He nodded, refusing to meet her eyes. Maybe he did understand. Maybe he’d finally comprehended the words Jenny could not bring herself to say. I am a fraud. You have been duped.
And maybe this response—this not-looking, this not-speaking—was his way of saying he’d finally seen through her, and he would not rely on her any longer.
He left silently.
For long minutes after he’d gone, Jenny stared at the room around her. She had acquired a number of occult trappings over the years. The artful cobwebs she’d allowed to build up in the corner. The depressing black, eating up the light that shone through the window. The only illumination in her room was the fitful glow of coal behind the grate of her fireplace.
All the savor had gone from her work. Playing fortune-teller had once been exciting. It had been enthralling. She’d watched, oh-so-carefully, for those tiny hints of reaction in her clients’ faces. She’d told them what they wanted to hear. They’d listened.
Secretly, she’d laughed. It had been Jenny Keeble’s revenge on her childhood.
She’d been no better than Lord Blakely, thinking herself above her clients that way. But there was no way to laugh at the way she’d betrayed Ned’s sweet loyalty.
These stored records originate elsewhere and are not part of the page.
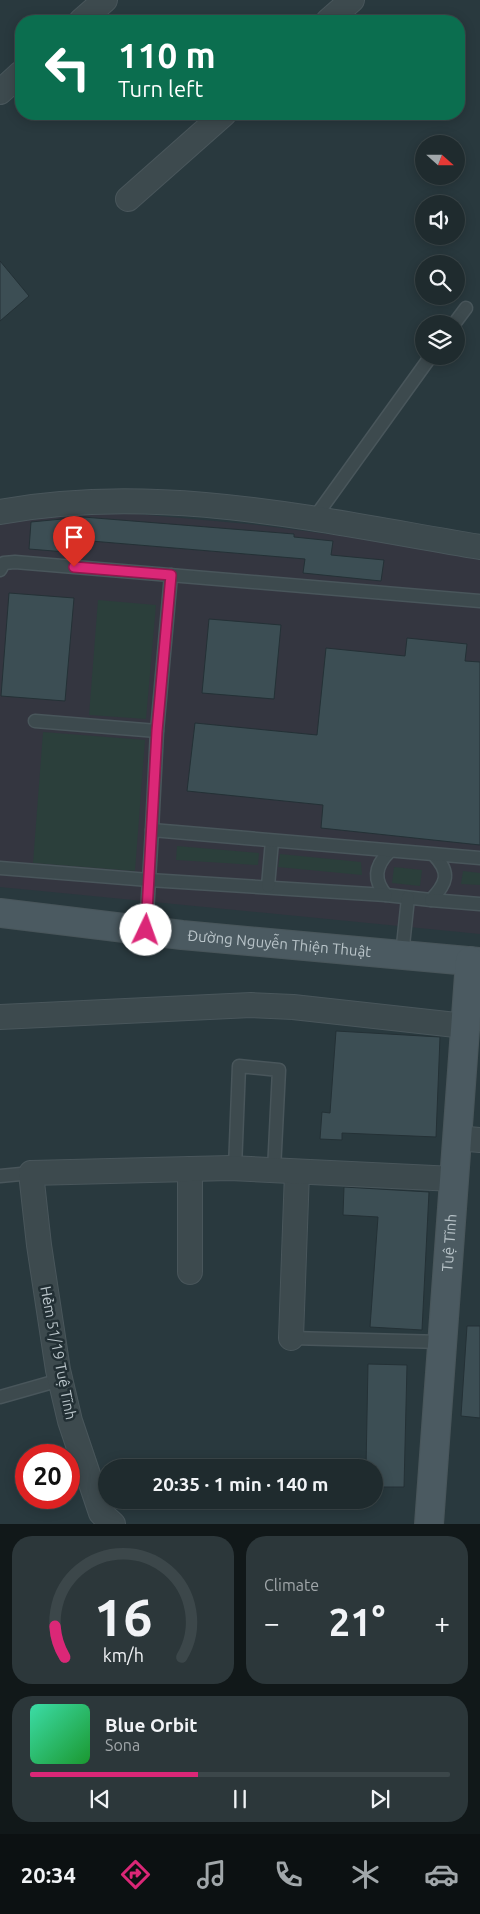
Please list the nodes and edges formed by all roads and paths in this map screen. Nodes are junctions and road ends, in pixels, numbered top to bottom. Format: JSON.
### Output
{"nodes":[{"id":1,"x":105,"y":0,"type":"edge"},
{"id":2,"x":352,"y":0,"type":"edge"},
{"id":3,"x":88,"y":15,"type":"edge"},
{"id":4,"x":335,"y":15,"type":"edge"},
{"id":5,"x":15,"y":79,"type":"edge"},
{"id":6,"x":0,"y":92,"type":"edge"},
{"id":7,"x":217,"y":120,"type":"edge"},
{"id":8,"x":128,"y":199,"type":"dead end"},
{"id":9,"x":466,"y":308,"type":"dead end"},
{"id":10,"x":461,"y":315,"type":"edge"},
{"id":11,"x":425,"y":365,"type":"edge"},
{"id":12,"x":0,"y":512,"type":"edge"},
{"id":13,"x":313,"y":520,"type":"junction"},
{"id":14,"x":480,"y":547,"type":"edge"},
{"id":15,"x":0,"y":570,"type":"edge"},
{"id":16,"x":171,"y":575,"type":"junction"},
{"id":17,"x":480,"y":601,"type":"edge"},
{"id":18,"x":35,"y":720,"type":"dead end"},
{"id":19,"x":157,"y":731,"type":"junction"},
{"id":20,"x":152,"y":830,"type":"junction"},
{"id":21,"x":272,"y":841,"type":"junction"},
{"id":22,"x":389,"y":852,"type":"junction"},
{"id":23,"x":434,"y":855,"type":"junction"},
{"id":24,"x":480,"y":858,"type":"edge"},
{"id":25,"x":0,"y":868,"type":"edge"},
{"id":26,"x":149,"y":880,"type":"junction"},
{"id":27,"x":268,"y":886,"type":"junction"},
{"id":28,"x":386,"y":895,"type":"junction"},
{"id":29,"x":408,"y":898,"type":"junction"},
{"id":30,"x":431,"y":900,"type":"junction"},
{"id":31,"x":480,"y":904,"type":"edge"},
{"id":32,"x":0,"y":913,"type":"edge"},
{"id":33,"x":146,"y":930,"type":"junction"},
{"id":34,"x":402,"y":955,"type":"junction"},
{"id":35,"x":475,"y":962,"type":"edge"},
{"id":36,"x":0,"y":1017,"type":"edge"},
{"id":37,"x":465,"y":1026,"type":"junction"},
{"id":38,"x":468,"y":1139,"type":"edge"},
{"id":39,"x":235,"y":1168,"type":"junction"},
{"id":40,"x":190,"y":1169,"type":"junction"},
{"id":41,"x":286,"y":1171,"type":"junction"},
{"id":42,"x":31,"y":1173,"type":"junction"},
{"id":43,"x":0,"y":1176,"type":"edge"},
{"id":44,"x":454,"y":1179,"type":"junction"},
{"id":45,"x":190,"y":1272,"type":"dead end"},
{"id":46,"x":291,"y":1338,"type":"joint"},
{"id":47,"x":442,"y":1342,"type":"junction"},
{"id":48,"x":60,"y":1380,"type":"junction"},
{"id":49,"x":0,"y":1397,"type":"edge"},
{"id":50,"x":113,"y":1524,"type":"edge"},
{"id":51,"x":429,"y":1524,"type":"edge"}],
"edges":[{"from":1,"to":3,"type":"street"},
{"from":2,"to":4,"type":"street"},
{"from":5,"to":6,"type":"street"},
{"from":7,"to":8,"type":"street"},
{"from":9,"to":10,"type":"lane"},
{"from":11,"to":13,"type":"lane"},
{"from":12,"to":13,"type":"street"},
{"from":13,"to":14,"type":"street"},
{"from":15,"to":16,"type":"lane"},
{"from":16,"to":17,"type":"lane"},
{"from":16,"to":19,"type":"lane"},
{"from":18,"to":19,"type":"lane"},
{"from":19,"to":20,"type":"lane"},
{"from":20,"to":21,"type":"lane"},
{"from":20,"to":26,"type":"lane"},
{"from":21,"to":22,"type":"lane"},
{"from":21,"to":27,"type":"lane"},
{"from":22,"to":23,"type":"lane"},
{"from":22,"to":28,"type":"lane"},
{"from":23,"to":24,"type":"lane"},
{"from":23,"to":30,"type":"lane"},
{"from":25,"to":26,"type":"lane"},
{"from":26,"to":27,"type":"lane"},
{"from":26,"to":33,"type":"lane"},
{"from":27,"to":28,"type":"lane"},
{"from":28,"to":29,"type":"lane"},
{"from":29,"to":30,"type":"lane"},
{"from":29,"to":34,"type":"lane"},
{"from":30,"to":31,"type":"lane"},
{"from":32,"to":33,"type":"street","name":"Đường Nguyễn Thiện Thuật"},
{"from":33,"to":34,"type":"street","name":"Đường Nguyễn Thiện Thuật"},
{"from":34,"to":35,"type":"street","name":"Đường Nguyễn Thiện Thuật"},
{"from":35,"to":37,"type":"street","name":"Tuệ Tĩnh"},
{"from":36,"to":37,"type":"street"},
{"from":37,"to":38,"type":"street","name":"Tuệ Tĩnh"},
{"from":38,"to":44,"type":"street","name":"Tuệ Tĩnh"},
{"from":39,"to":40,"type":"street"},
{"from":39,"to":41,"type":"street"},
{"from":39,"to":41,"type":"lane"},
{"from":40,"to":42,"type":"street"},
{"from":40,"to":45,"type":"street"},
{"from":41,"to":44,"type":"street"},
{"from":41,"to":46,"type":"street"},
{"from":42,"to":43,"type":"lane"},
{"from":42,"to":48,"type":"street","name":"Hẻm 51/19 Tuệ Tĩnh"},
{"from":44,"to":47,"type":"street","name":"Tuệ Tĩnh"},
{"from":46,"to":47,"type":"lane"},
{"from":47,"to":51,"type":"street","name":"Tuệ Tĩnh"},
{"from":48,"to":49,"type":"lane"},
{"from":48,"to":50,"type":"street","name":"Hẻm 51/19 Tuệ Tĩnh"}]}
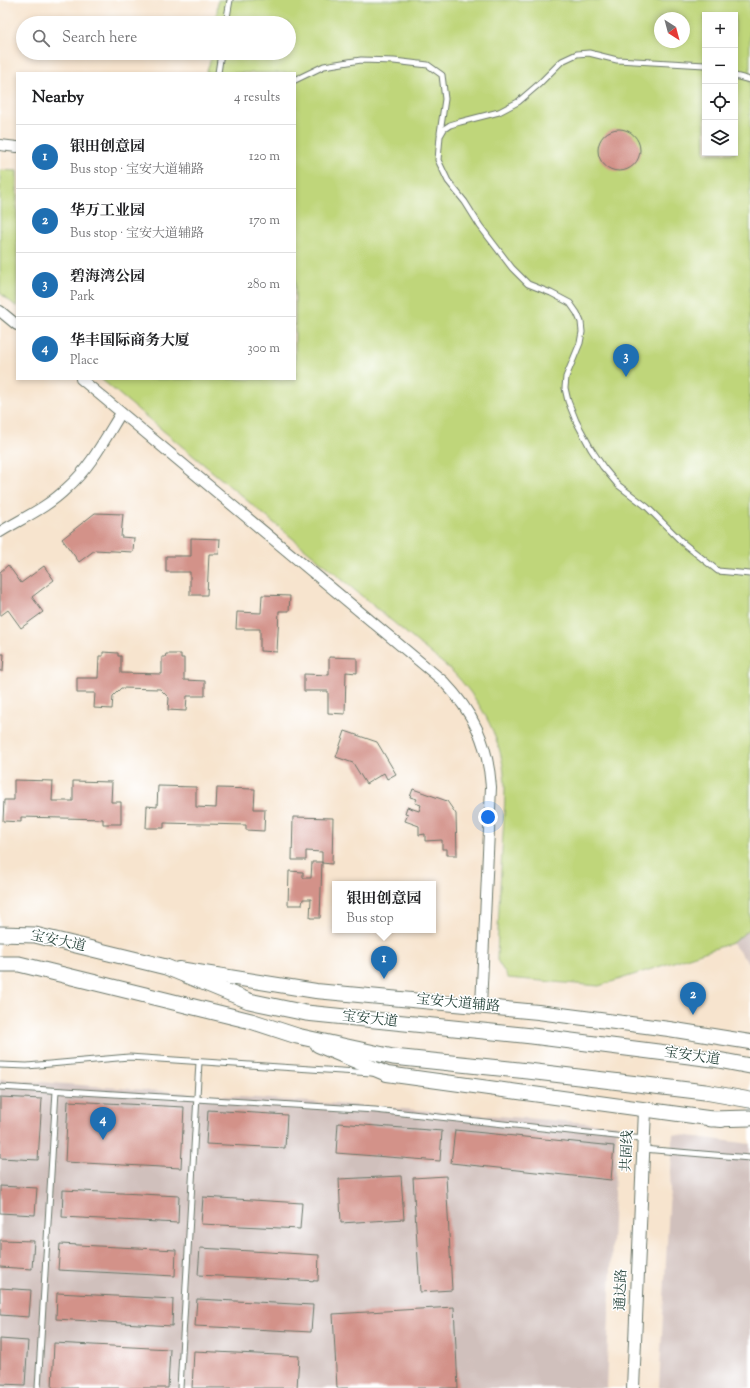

As she looked into the dim flames, Jenny acknowledged another truth. “I cannot go on like this.”
She spoke the words aloud—to whom, she could not say. Perhaps to the fire. Perhaps to the spirits she had for so long pretended to call upon. There was no answer except a small, burning center deep in her chest. A resonance, agreeing that this portion of her life had come to an end.
And yet what was she to do with herself now? As a woman, most professions were closed to her. She could sew piecework—and ruin her eyes while eking out a living. Perhaps, after all these years, she could attempt to find work teaching. Although with no character references to speak of—she could hardly ask Lord Blakely, after all—the opportunities that presented themselves were likely to be unsavory.
The employment offered to the girl of unknown family hadn’t been savory even before she’d run away to London.
She could retire to the country, where the coins she’d saved would stretch further. She could make a pension of the money, and hope that twelve pounds per annum would keep her for the remainder of her life. It would, so long as she was hale and hearty and capable of cooking and cleaning for herself. A gamble; and a life that sounded frighteningly blank and devoid of purpose.
None of that sounded right. All those possibilities echoed emptily in the hollow of her lungs. Jenny breathed out and thought of what she wanted.
What would she do if she were to start her life over again, from the very beginning? What would she change? That old, deep aching overtook her.
She wanted a mother.
God, she wanted a child.
She wanted to make someone of herself that even the fastidious Lord Blakely would have to respect.
Three impossibilities. She shook her head.
Jenny had no idea where she would end, but she did have some idea where to start. Slowly, ceremonially, she pulled the black fustian from her tables and chairs. She gathered the heaped cotton in her arms and hauled it to the fireplace.
It landed in the hearth in a swirl of ash and coal dust. Jenny coughed the particles from her lungs and waited. For a few seconds, the dark material cut off all light and heat. Then it glowed red, and finally caught in a crackling blaze. Jenny pulled off her multicolored skirts, one by one, and tossed them atop the fire. Her kerchief flew next, and then her shawl. Finally, she stripped down to her shift. The conflagration lasted only minutes, but it scorched the front of her thighs with its heat.
When the flames died down, the last of Madame Esmerelda had burned away.
CHAPTER NINE
AS NOTES WENT, the one Gareth received from his cousin two days after his disastrous encounter with Madame Esmerelda struck him as particularly opaque.
Meet me, it said. Musicale at Arbuthnots’. Eight o’clock. In the blue dining room. Very important. Don’t bring Madame Esmerelda. You were right about her. Ned.
Gareth couldn’t bear to think of Madame Esmerelda. Every time he thought of that evening, a hot stab of shame lanced through him, like a burning poker stabbed in his side. Sitting in his study, pretending to industriously pore over a stack of bills and reports, it should have been easy to put the woman from his mind.
It wasn’t. After all, he was in his study with his man of business.